À cela rien d’étonnant, Alberto Hemsi est tributaire du système tonal qu’il a
notamment pratiqué lors de son apprentissage à Milan. Notre étude a permis de comprendre
que cette éducation musicale a eu un impact sur sa façon de transcrire les chants traditionnels.
Au cours de la seconde partie de ce travail, nous avons mis au jour la systématique
musicale des monodies des Coplas Sefardies en utilisant l’analyse paradigmatique initiée par
Nicolas Ruwet, puis Simha Arom et Hervé Roten. On a ainsi dégagé l’image d’une musique
parfois fonctionnelle (cantiga) qui épouse principalement trois formes : la forme réitérative
stricte, la forme cumulative et la forme par variation ou intercalation de formules. La forme
par variation ou intercalation de formules est prépondérante pour les oraciones en ladino
(chant religieux). Cependant, malgré la non-présence d’une systématique commune entre les
différents répertoires des chants profanes, chaque chant profane semble avoir un squelette
strict. La transmission des chants profanes ne semble pas laisser place à l’improvisation. De
ce fait, les formules n’apparaissent pas comme élément fondamental pour la compréhension
de la systématique de ces chants.
L’homogénéité est flagrante dans le système modal. Les modes des oraciones en
ladino s’inscrivent clairement dans la modalité occidentale, alors que le système modal des
chants profanes est complexe. Il a été influencé par les systèmes modaux de la
méditerranéenne orientale, de ce fait, une grande majorité des chants n’ont pas été classés,
nous les avons appelé « modes autres ». Après avoir analysé plus en détail ces chants, il est
apparu que l’influence majeure de la modalité orientale y est incontestable.

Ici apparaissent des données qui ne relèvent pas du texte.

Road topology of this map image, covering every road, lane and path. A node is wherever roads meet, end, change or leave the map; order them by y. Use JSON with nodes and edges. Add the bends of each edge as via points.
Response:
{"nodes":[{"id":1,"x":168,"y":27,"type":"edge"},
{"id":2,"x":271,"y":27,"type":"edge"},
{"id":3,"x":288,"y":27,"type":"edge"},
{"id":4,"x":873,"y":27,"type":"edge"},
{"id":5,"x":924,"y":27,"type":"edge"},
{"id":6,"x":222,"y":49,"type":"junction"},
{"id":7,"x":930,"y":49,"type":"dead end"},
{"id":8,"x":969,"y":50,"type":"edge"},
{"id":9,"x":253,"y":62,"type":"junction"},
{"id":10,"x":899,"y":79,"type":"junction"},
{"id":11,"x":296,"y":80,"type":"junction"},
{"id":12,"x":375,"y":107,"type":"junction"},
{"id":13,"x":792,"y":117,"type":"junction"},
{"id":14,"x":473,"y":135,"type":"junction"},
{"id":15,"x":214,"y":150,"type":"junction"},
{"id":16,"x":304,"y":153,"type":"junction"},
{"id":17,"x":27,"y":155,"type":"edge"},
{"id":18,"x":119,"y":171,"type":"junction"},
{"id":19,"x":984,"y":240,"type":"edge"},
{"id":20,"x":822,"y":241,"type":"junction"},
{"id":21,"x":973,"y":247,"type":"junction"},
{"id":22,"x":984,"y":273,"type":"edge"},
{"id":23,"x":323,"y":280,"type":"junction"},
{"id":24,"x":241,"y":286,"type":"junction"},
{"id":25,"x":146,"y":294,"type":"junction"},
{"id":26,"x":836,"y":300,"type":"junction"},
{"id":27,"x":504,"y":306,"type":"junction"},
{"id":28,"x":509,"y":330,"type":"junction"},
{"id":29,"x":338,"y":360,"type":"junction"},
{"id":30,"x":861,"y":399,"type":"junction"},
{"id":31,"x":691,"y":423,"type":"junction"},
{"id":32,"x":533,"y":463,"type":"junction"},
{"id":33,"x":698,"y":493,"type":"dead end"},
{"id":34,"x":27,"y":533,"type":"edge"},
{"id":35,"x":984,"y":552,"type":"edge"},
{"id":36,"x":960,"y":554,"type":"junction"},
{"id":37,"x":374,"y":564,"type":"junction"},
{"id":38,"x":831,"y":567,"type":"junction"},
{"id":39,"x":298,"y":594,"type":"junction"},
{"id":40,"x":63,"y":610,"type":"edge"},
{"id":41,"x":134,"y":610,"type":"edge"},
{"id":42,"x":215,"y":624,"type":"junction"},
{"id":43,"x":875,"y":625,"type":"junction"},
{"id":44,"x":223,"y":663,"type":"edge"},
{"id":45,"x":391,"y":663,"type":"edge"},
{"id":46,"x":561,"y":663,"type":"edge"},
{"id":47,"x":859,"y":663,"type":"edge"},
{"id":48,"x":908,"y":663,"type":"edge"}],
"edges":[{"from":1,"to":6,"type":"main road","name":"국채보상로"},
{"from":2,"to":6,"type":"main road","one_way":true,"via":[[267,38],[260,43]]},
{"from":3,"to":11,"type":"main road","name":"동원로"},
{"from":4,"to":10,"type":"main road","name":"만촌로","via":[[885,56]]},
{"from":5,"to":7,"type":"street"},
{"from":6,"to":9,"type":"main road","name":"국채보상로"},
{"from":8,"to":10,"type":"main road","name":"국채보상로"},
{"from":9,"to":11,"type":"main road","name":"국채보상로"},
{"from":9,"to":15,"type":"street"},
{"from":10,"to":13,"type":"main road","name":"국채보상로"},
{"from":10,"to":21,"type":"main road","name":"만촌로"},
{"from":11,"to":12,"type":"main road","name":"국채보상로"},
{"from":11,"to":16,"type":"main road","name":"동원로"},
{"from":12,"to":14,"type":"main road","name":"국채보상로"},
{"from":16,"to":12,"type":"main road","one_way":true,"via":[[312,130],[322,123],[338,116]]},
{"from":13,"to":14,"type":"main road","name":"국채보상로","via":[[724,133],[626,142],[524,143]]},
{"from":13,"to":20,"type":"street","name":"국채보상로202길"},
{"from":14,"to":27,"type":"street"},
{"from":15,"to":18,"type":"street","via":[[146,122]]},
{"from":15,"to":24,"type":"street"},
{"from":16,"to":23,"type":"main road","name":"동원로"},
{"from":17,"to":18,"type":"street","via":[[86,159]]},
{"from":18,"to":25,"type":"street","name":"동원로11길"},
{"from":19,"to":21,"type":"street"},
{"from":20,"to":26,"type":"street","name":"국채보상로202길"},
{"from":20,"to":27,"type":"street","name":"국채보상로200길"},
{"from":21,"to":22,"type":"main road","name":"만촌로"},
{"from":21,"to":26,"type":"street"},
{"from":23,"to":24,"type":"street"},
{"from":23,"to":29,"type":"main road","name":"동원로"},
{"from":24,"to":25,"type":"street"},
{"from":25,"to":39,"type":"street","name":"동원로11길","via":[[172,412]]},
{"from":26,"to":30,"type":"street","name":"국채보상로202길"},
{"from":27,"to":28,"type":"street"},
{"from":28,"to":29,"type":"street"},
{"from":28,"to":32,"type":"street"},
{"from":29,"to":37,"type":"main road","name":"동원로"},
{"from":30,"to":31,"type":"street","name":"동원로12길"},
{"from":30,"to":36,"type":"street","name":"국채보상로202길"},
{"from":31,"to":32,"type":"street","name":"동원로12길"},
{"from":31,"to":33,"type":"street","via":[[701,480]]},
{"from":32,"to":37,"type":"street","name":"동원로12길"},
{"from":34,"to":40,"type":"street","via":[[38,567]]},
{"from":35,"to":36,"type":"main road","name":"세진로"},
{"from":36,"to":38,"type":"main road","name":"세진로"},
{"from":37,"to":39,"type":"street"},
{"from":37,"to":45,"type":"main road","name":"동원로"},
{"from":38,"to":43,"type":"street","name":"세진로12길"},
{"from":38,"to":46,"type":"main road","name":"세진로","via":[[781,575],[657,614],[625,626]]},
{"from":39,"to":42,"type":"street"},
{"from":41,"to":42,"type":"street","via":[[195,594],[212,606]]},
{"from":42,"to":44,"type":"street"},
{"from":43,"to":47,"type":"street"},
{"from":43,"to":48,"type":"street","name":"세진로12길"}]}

La modalité des chants profanes a donc attiré notre attention. Nous avons ainsi
entrepris une étude sur le rapport modalité/harmonie de quatre chants en mode de do afin de
voir si Hemsi les harmonise de manière modale ou tonale. L’utilisation majoritaire des
vecteurs dominants selon la théorie de Nicolas Meeùs, nous laisse penser que le mode de do a
été utilisé comme un mode majeur. Cependant, on trouve très souvent les vecteurs sous
dominants (VS) en paire de vecteurs et le chant Mi esposica esta en el bano contient une
majorité de VS. Ces éléments sont typiques de la modalité harmonique. Par conséquent,
Alberto Hemsi se détache légèrement du système harmonique occidental de son époque tout
en en respectant les limites.
Nous avons aussi pu constater que son écriture harmonique est systématiquement
renouvelée : les répétitions de la monodie ne s’appliquent pas à l’harmonisation pianistique.
Cette technique d’écriture lui permet de renouveler en permanence son écriture et d’éviter
ainsi l’impression de monotonie qui pourrait naître d’une ligne monodique souvent répétée
sans grand changement.
Ce n’est donc pas dans l’harmonisation modale que Hemsi est le plus novateur, mais
bien dans le traitement des harmonies. L’utilisation presque systématique du frottement de la
seconde sur la fondamentale, la tierce ou la quinte d’un accord, afin de laisser entendre la 7e,
9e ou 11e est typique de son époque (Debussy, De Falla...). Peut-être est-ce une manière
d’éviter la non préparation de la 7e ou 9e (hors contexte musical classique) en laissant croire à
l’auditeur que c’est une simple dissonance de seconde...
Alors qu’aucune étude n’avait été réalisée sur Alberto Hemsi et son oeuvre, à l’heure
d’aujourd’hui, nous connaissons désormais son univers familial, culturel et musical. Nous
avons pu également tirer des conclusions sur sa technique de composition face à la modalité.